= PROBLEM REQUIREMENTS =
Only the lines from the one containing "M1199 650 1205 661 1184 672 1178 662Z" through the one containing "M753 740 754" should be printed, exactly as they appear below, with both ends included.

= EXERCISE MATERIALS =
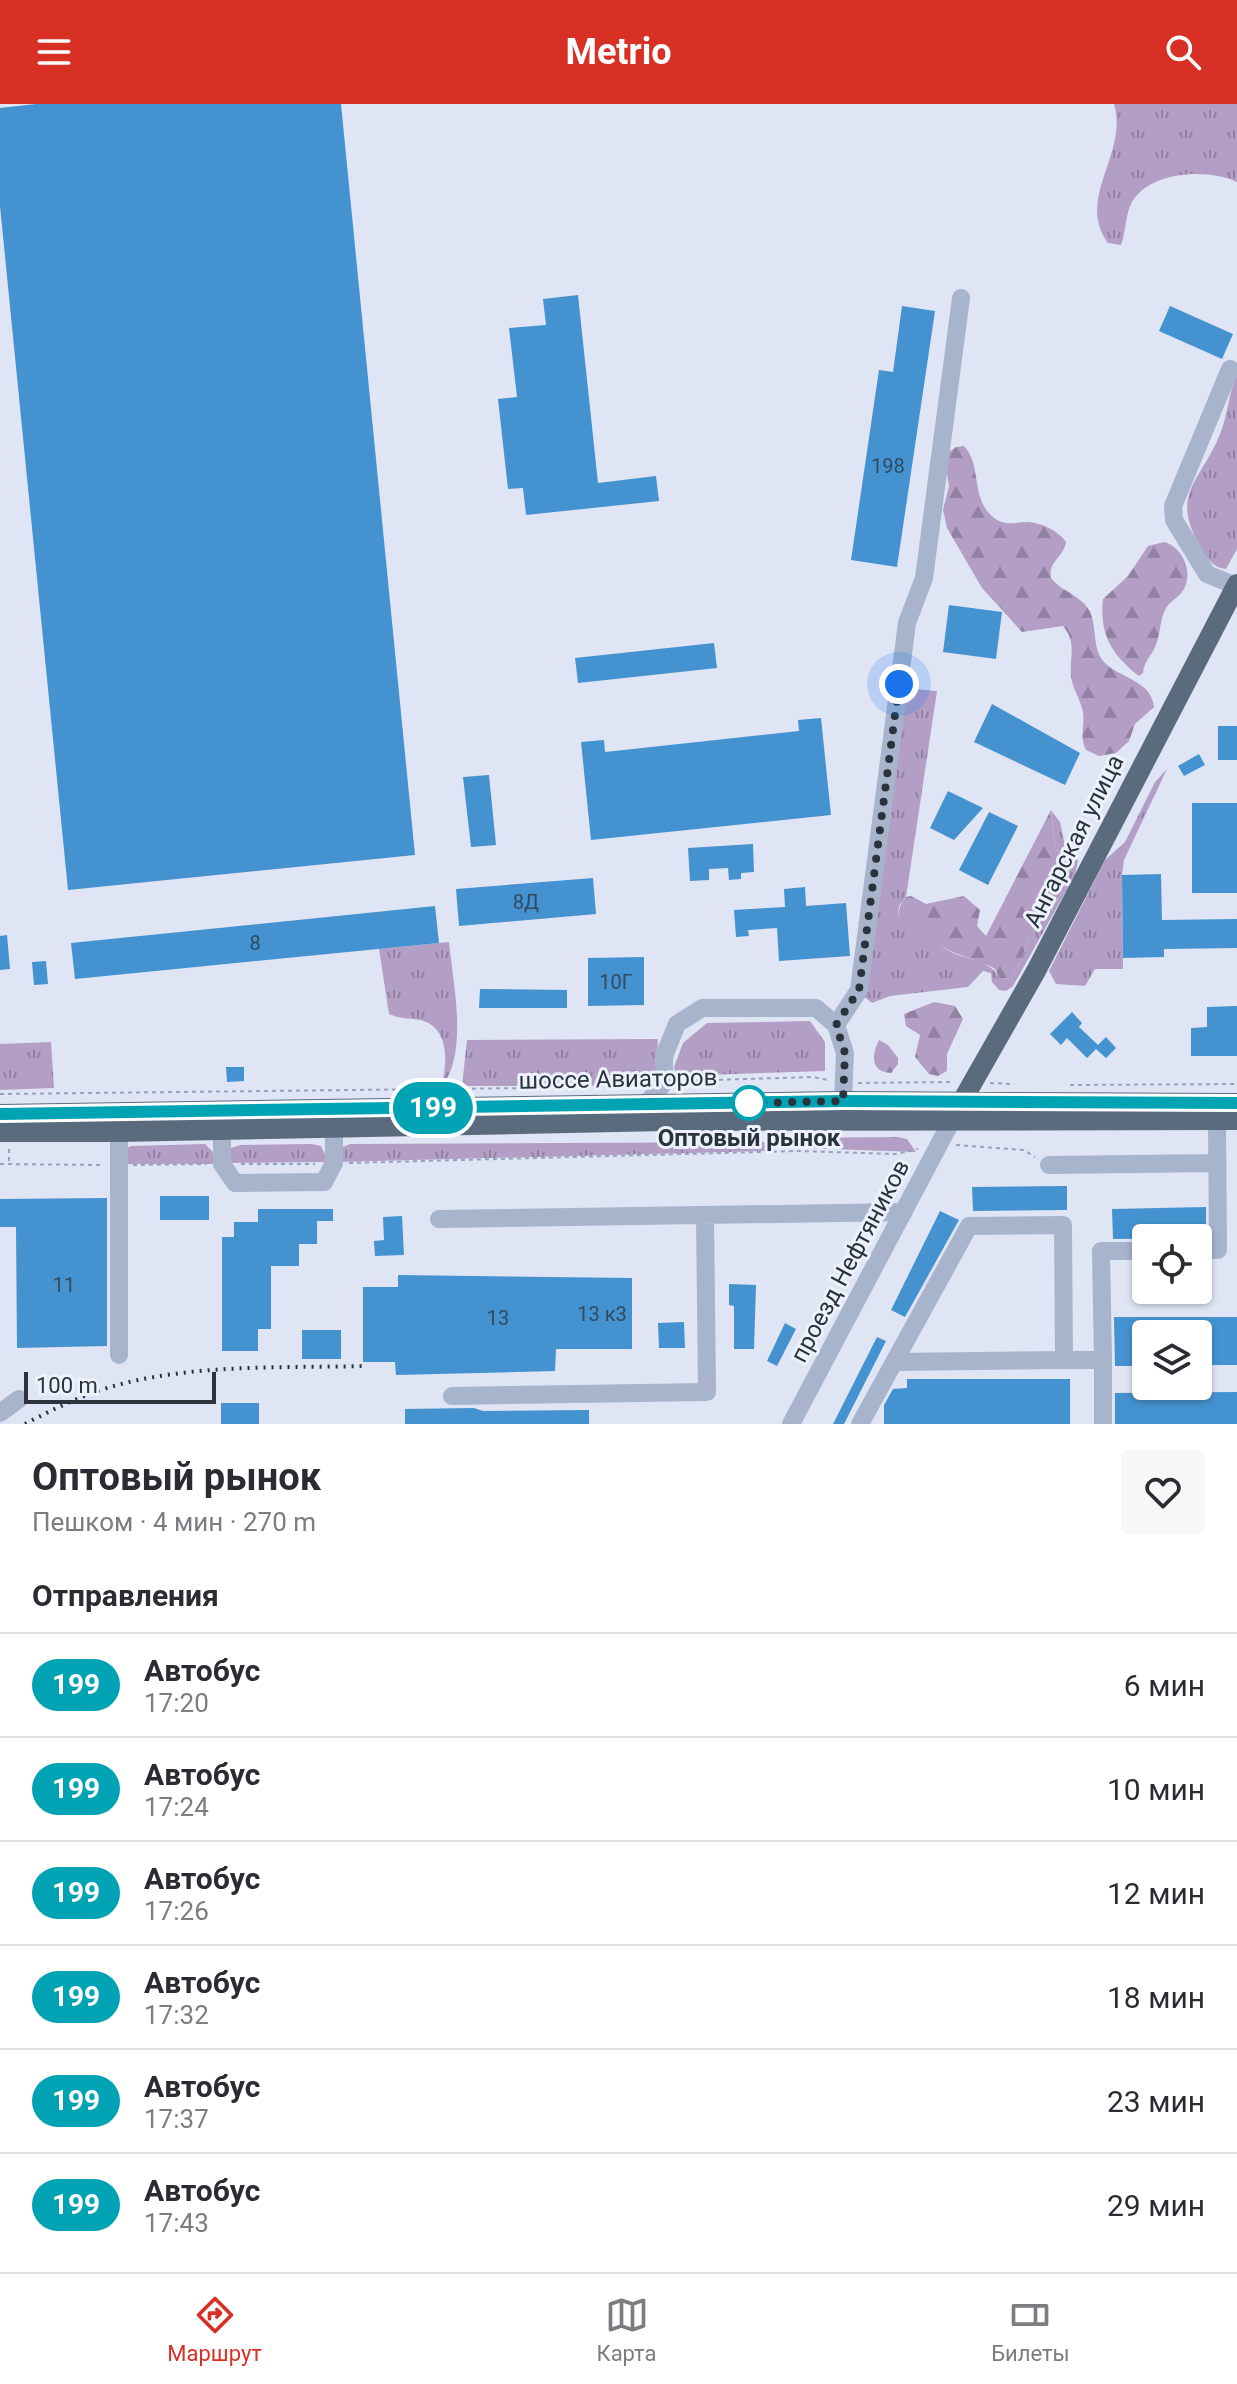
<!DOCTYPE html>
<html lang="ru">
<meta charset="utf-8">
<style>
body{margin:0;font-family:Roboto,sans-serif;background:#f7f7f7;color:#2b2b33;height:100vh;display:flex;flex-direction:column;font-size:30px;white-space:nowrap}
*{box-sizing:border-box;margin:0}
p{font-size:26px;color:#7c7c81}
.icon{flex:none;width:44px;height:44px;fill:none;stroke:currentColor;stroke-width:2;stroke-linecap:round;stroke-linejoin:round}
.map{position:relative;height:1320px;overflow:hidden}
.side{display:flex;flex-direction:column;background:#fff;flex:1}
.side>*{flex:none}
.badge{padding:0 16px;border-radius:26px;font-size:28px;line-height:52px}
.tools{position:absolute;left:1132px;top:1120px;display:grid;gap:16px}
.tools a{display:grid;place-items:center;width:80px;height:80px;border-radius:8px;background:#fff;box-shadow:0 2px 6px #0004;font-size:40px}
.scale{position:absolute;left:24px;bottom:20px;width:192px;box-sizing:border-box;padding-left:8px;border:4px solid #2a333c;border-top:0;font-size:22px;line-height:28px;white-space:nowrap;color:#2a333c;-webkit-text-stroke:6px #edf1fc;paint-order:stroke}
.you{position:absolute;width:40px;height:40px;margin:-20px;border:6px solid #fff;border-radius:50%;background:#1a73e8;box-shadow:0 0 0 12px #1a73e833}
.map>.badge{position:absolute;translate:-50% -50%;box-shadow:0 0 0 4px #fff}
h2{padding:0 32px;font-size:30px;line-height:72px}
.round{display:grid;place-items:center;flex:none;width:84px;height:84px;border-radius:8px;background:#f7f7f7}
.headline{display:flex;align-items:center;justify-content:space-between;height:136px;padding:0 32px}
h1{font-size:38px;font-weight:700;line-height:60px}
ul{padding:0;list-style:none}
li{display:flex;align-items:center;gap:24px;height:104px;padding:0 32px;border-top:2px solid #e1e1e2}
li div{flex:1}
li b{display:block;font-size:30px}
li em{font-style:normal}
li .badge{min-width:88px;font-weight:700;text-align:center}
header{display:flex;justify-content:space-between;align-items:center;height:104px;padding:0 32px;background:#d93025;color:#fff;font-size:36px;font-weight:700}
.tab-bar{display:flex;justify-content:space-around;align-items:center;height:112px;border-top:2px solid #e1e1e2;background:#fff;font-size:22px;color:#7c7c81}
.tab-bar a{display:grid;justify-items:center;gap:4px}
.tab-bar .on{color:#d93025}
.map>svg:first-child{display:block}
.grass{fill:url(#grass-tufts)}
.forest{fill:url(#forest-firs)}
.building{fill:#4492cf}
.lines{fill:none;stroke-linecap:round;stroke-linejoin:round}
.path{stroke:#94a2bb;stroke-width:2;stroke-dasharray:4 4;stroke-linecap:butt}
.minor{stroke:#a7b4cc;stroke-width:18}
.major{stroke:#5a6b7e;stroke-width:20}
.rail{stroke:#2a333c;stroke-width:4;stroke-dasharray:2 6;stroke-linecap:butt}
.line-casing{stroke:#fff;stroke-width:18}
.line{stroke:#00a3b4;stroke-width:12}
.walk{stroke:#2a333c;stroke-width:8;stroke-dasharray:0 14.4}
.stop-dot{fill:#fff;stroke:#00a3b4;stroke-width:4}
.labels{text-anchor:middle;dominant-baseline:central;stroke-width:6;stroke-linejoin:round;paint-order:stroke}
.number-label{font-size:20px;fill:#304b61}
.street-label{font-size:24px;fill:#2a333c;stroke:#edf1fc}
.stop-label{font-size:24px;font-weight:bold;fill:#2a333c;stroke:#edf1fc}
</style>
<header><svg class="icon" aria-label="menu" viewBox="0 0 24 24"><path d="M4 6h16M4 12h16M4 18h16"/></svg>Metrio<svg class="icon" aria-label="search" viewBox="0 0 24 24"><circle cx="10" cy="10" r="6"/><path d="M15 15l6 6"/></svg></header>
<div class="map">
<svg width="1237" height="1320" viewBox="0 0 1237 1320">
<defs>
<pattern id="grass-tufts" width="24" height="20" patternUnits="userSpaceOnUse" patternTransform="scale(2)"><rect width="24" height="20" fill="#b39ec6"/><path d="M3 7l-1-3M5 7V3M7 7l1-3M15 17l-1-3M17 17v-4M19 17l1-3" fill="none" stroke="#9281a2"/></pattern>
<pattern id="forest-firs" width="22" height="20" patternUnits="userSpaceOnUse" patternTransform="scale(2)"><rect width="22" height="20" fill="#b39ec6"/><path d="M5 1l3.5 6h-7zM16 11l3.5 6h-7z" fill="#9281a2"/></pattern>
</defs>
<rect width="100%" height="100%" fill="#e0e5f5"/>
<path class="grass" d="M1114 0H1237V78C1208 64 1150 67 1132 98 1125 111 1126 128 1121 141L1108 139C1075 94 1129 50 1114 0Z
M1237 271V445L1226 465C1213 464 1206 453 1200 442 1169 389 1202 376 1220 330 1228 311 1228 290 1237 271Z
M913 585 937 587 906 793 899 802 898 812C905 821 911 819 920 825 930 831 940 841 951 848 969 857 990 855 1000 875L1010 874 1018 865 1029 834 1064 787 1069 771 1055 742 1051 706 1060 718 1066 746 1078 756 1075 771 1013 882 1006 887 999 886 992 878 991 869 983 867 968 883 890 892 872 899 862 891 904 590Z
M1167 665 1124 756 1122 771 1123 865H1095L1085 882 1056 880 1049 867 1105 756 1125 738 1155 678Z
M449 838C453 879 469 950 441 984 447 962 451 923 420 916 409 914 400 915 389 910L379 845Z
M810 917 825 938V967L676 972 674 963 683 939 707 919Z
M658 935 656 978 633 982H462L467 936Z
M51 938 54 984 0 986V940Z
M897 1033 907 1035 916 1048 804 1044V1034Z
M767 1038 766 1047 338 1058 343 1043 350 1040Z
M205 1040 216 1051 217 1060H124L125 1045 131 1042Z
M312 1040 321 1042 329 1058 226 1059 231 1044 240 1041Z"/>
<path class="forest" d="M964 342C983 361 969 398 997 416 1007 422 1017 418 1028 418 1041 419 1059 427 1066 438 1064 453 1048 457 1051 474 1061 487 1080 491 1089 506 1098 522 1091 545 1105 559 1121 575 1151 576 1154 603L1135 620 1129 637 1116 649 1099 652 1086 646C1079 633 1085 622 1083 608 1081 598 1075 588 1072 578 1067 557 1079 541 1063 522L1022 528 982 484 947 424 943 406 949 382 946 364 949 348 956 343Z
M1164 438C1183 443 1195 470 1182 488 1177 495 1169 497 1165 506 1159 518 1161 534 1153 547 1148 556 1144 559 1143 569L1139 572C1112 551 1099 530 1103 495L1128 472 1148 442Z
M1051 706 1055 742 1069 771 1064 787 1029 834 1018 865 1010 874 1000 875 995 865 990 862 952 848 927 832 919 824 903 819 898 812 900 802 906 793 911 792 926 800 964 792 980 806 977 822 986 832Z
M934 898 955 902 963 915 947 950V967L938 972 929 970 915 953 920 931 906 922 904 910Z
M879 936 888 941 898 954V960L891 969C871 968 871 952 879 936Z"/>
<path class="building" d="M36 0H341L415 751 68 786 0 102V4Z
M578 191 598 379 656 372 659 397 526 411 523 384 508 385 498 295 517 293 509 224 546 221 543 195Z
M902 202 935 207 897 463 851 456 879 266 893 268Z
M1170 202 1233 230 1222 255 1159 227Z
M949 501 1002 508 996 555 943 548Z
M714 539 717 564 578 579 575 554Z
M992 600 1080 649 1065 681 974 638Z
M821 614 831 711 591 736 581 638 604 636 605 648 799 627 798 616Z
M1218 622H1237V656H1218Z
M1199 650 1205 661 1184 672 1178 662Z
M489 671 496 741 471 743 463 673Z
M948 687 983 704 954 736 930 724Z
M1192 699H1237V789H1192Z
M989 708 1018 722 988 781 959 766Z
M753 740 754 768 741 769V775L729 776 728 764 709 765V776L690 777 688 744Z
M1161 770 1162 816 1237 815V844L1164 845V853L1123 854 1122 771Z
M593 774 596 810 459 822 456 785Z
M805 783 806 802 846 799 850 852 779 857 777 824 748 826 749 832 736 833 734 806 785 803 784 785Z
M435 802 439 839 75 875 71 839Z
M7 831 10 865 0 866V832Z
M644 853V901L588 902V854Z
M46 857 48 880 34 881 32 858Z
M480 885 567 886V904H479Z
M1237 902V952H1191V924L1207 923V903Z
M1072 908 1082 919 1079 923 1098 941 1106 933 1116 944 1106 954 1096 945 1087 954 1067 934 1061 941 1050 930Z
M226 963H244V977L227 978Z
M1067 1082V1106L973 1107 972 1083Z
M160 1092H209V1116H160Z
M107 1094V1242L17 1244 16 1123H0V1095Z
M1206 1103V1134L1113 1135 1112 1105Z
M258 1105H333V1117H317V1140H299V1162H271V1225H258V1247H222V1133H234V1118H258Z
M940 1107 959 1116 905 1213 891 1206Z
M402 1112 404 1151 375 1152 374 1137 384 1136 383 1113Z
M398 1171 632 1174V1245H556L555 1267 396 1271 395 1258H363V1183H398Z
M729 1180 756 1181 754 1245H734V1202L729 1201Z
M1114 1213H1237V1261H1198V1230H1146V1262H1115Z
M684 1218 685 1244H659L658 1219Z
M785 1219 796 1225 777 1262 767 1257Z
M302 1226H341V1255H302Z
M877 1233 886 1237 844 1320H833Z
M907 1275H1070V1320H884V1301L893 1285 907 1284Z
M1237 1288V1320H1115V1289Z
M221 1299H259V1320H221Z
M474 1304 483 1307 589 1306V1320H405V1305Z"/>
<g class="lines">
<path class="path" d="M679 977 813 973 828 976
M858 979 952 978
M990 979 1012 980
M1070 981 1237 980
M0 990 529 984
M796 1032 797 1046
M956 1041 1024 1046 1035 1053
M9 1045V1059
M349 1059 797 1047 896 1050 918 1045
M0 1060 103 1061
M241 1060H315
M133 1061 207 1060"/>
<path class="minor" d="M1230 265 1173 402 1174 416 1207 470 1236 482
M836 921 859 886 907 519 924 474 961 194
M646 1000 664 979V952L677 920 702 904H816L836 921 845 949 843 997
M222 1026V1060L235 1079 324 1078 334 1059V1024
M119 1028V1251
M1049 1061 1217 1059
M439 1115 904 1108
M1198 1146H1218L1217 1016
M1103 1256 1101 1147H1146
M894 1258 1064 1256
M452 1292 707 1288 705 1111
M0 1309 19 1295
M791 1320 952 1016
M860 1320 969 1122 1063 1121 1064 1256H1103V1320"/>
<path class="major" d="M957 1006 1036 867 1237 480
M0 1010 843 997 1237 999
M0 1028H119L666 1017 1237 1016"/>
<path class="rail" d="M25 1320C55 1304 87 1289 121 1280 200 1260 284 1264 365 1262"/>
</g>
<g class="lines">
<defs>
<path id="line" d="M0 1010 843 997 1237 999"/>
</defs>
<use href="#line" class="line-casing"/>
<use href="#line" class="line"/>
<path class="walk" d="M749 999 843 997 845 949 836 921 859 886 899 580"/>
</g>
<circle class="stop-dot" cx="749" cy="999" r="16"/>
<g class="labels">
<g class="number-label">
<text x="888" y="362">198</text>
<text x="526" y="798">8Д</text>
<text x="255" y="839">8</text>
<text x="616" y="878">10Г</text>
<text x="64" y="1181">11</text>
<text x="602" y="1210">13 к3</text>
<text x="498" y="1214">13</text>
</g>
<g class="street-label">
<text transform="translate(1074 737) rotate(-63)">Ангарская улица</text>
<text transform="translate(618 975) rotate(-1)">шоссе Авиаторов</text>
<text transform="translate(850 1157) rotate(-62)">проезд Нефтяников</text>
</g>
<g class="stop-label">
<text x="749" y="1034">Оптовый рынок</text>
</g>
</g>
</svg>
<div class="tools">
<a><svg class="icon" aria-label="locate" viewBox="0 0 24 24"><circle cx="12" cy="12" r="6"/><path d="M12 2v4M12 18v4M2 12h4M18 12h4"/></svg></a>
<a><svg class="icon" aria-label="layers" viewBox="0 0 24 24"><path d="M12 4l9 5-9 5-9-5zM3 14l9 5 9-5"/></svg></a>
</div>
<div class="scale">100 m</div>
<div class="you" style="left:899px;top:580px"></div>
<b class="badge" style="left:433px;top:1004px;background:#00a3b4;color:#fff">199</b>
</div>
<section class="side">
<div class="headline"><div><h1>Оптовый рынок</h1><p>Пешком · 4 мин · 270 m</p></div><a class="round"><svg class="icon" aria-label="heart" viewBox="0 0 24 24"><path d="M12 20l-8-8c-3-5 5-10 8-4 3-6 11-1 8 4z"/></svg></a></div>
<h2>Отправления</h2>
<ul>
<li><span class="badge" style="background:#00a3b4;color:#fff">199</span><div><b>Автобус</b><p>17:20</p></div><em>6 мин</em></li>
<li><span class="badge" style="background:#00a3b4;color:#fff">199</span><div><b>Автобус</b><p>17:24</p></div><em>10 мин</em></li>
<li><span class="badge" style="background:#00a3b4;color:#fff">199</span><div><b>Автобус</b><p>17:26</p></div><em>12 мин</em></li>
<li><span class="badge" style="background:#00a3b4;color:#fff">199</span><div><b>Автобус</b><p>17:32</p></div><em>18 мин</em></li>
<li><span class="badge" style="background:#00a3b4;color:#fff">199</span><div><b>Автобус</b><p>17:37</p></div><em>23 мин</em></li>
<li><span class="badge" style="background:#00a3b4;color:#fff">199</span><div><b>Автобус</b><p>17:43</p></div><em>29 мин</em></li>
</ul>
</section>
<nav class="tab-bar">
<a class="on"><svg class="icon" aria-label="directions" viewBox="0 0 24 24"><path d="M12 3l9 9-9 9-9-9zM9 14v-3h6M13 9l2 2-2 2"/></svg>Маршрут</a>
<a><svg class="icon" aria-label="map" viewBox="0 0 24 24"><path d="M3 6l6-2 6 2 6-2v14l-6 2-6-2-6 2zM9 4v14M15 6v14"/></svg>Карта</a>
<a><svg class="icon" aria-label="tickets" viewBox="0 0 24 24"><path d="M3 7h18v10H3zM15 7v10"/></svg>Билеты</a>
</nav>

= ANSWER BELOW =
M1199 650 1205 661 1184 672 1178 662Z
M489 671 496 741 471 743 463 673Z
M948 687 983 704 954 736 930 724Z
M1192 699H1237V789H1192Z
M989 708 1018 722 988 781 959 766Z
M753 740 754 768 741 769V775L729 776 728 764 709 765V776L690 777 688 744Z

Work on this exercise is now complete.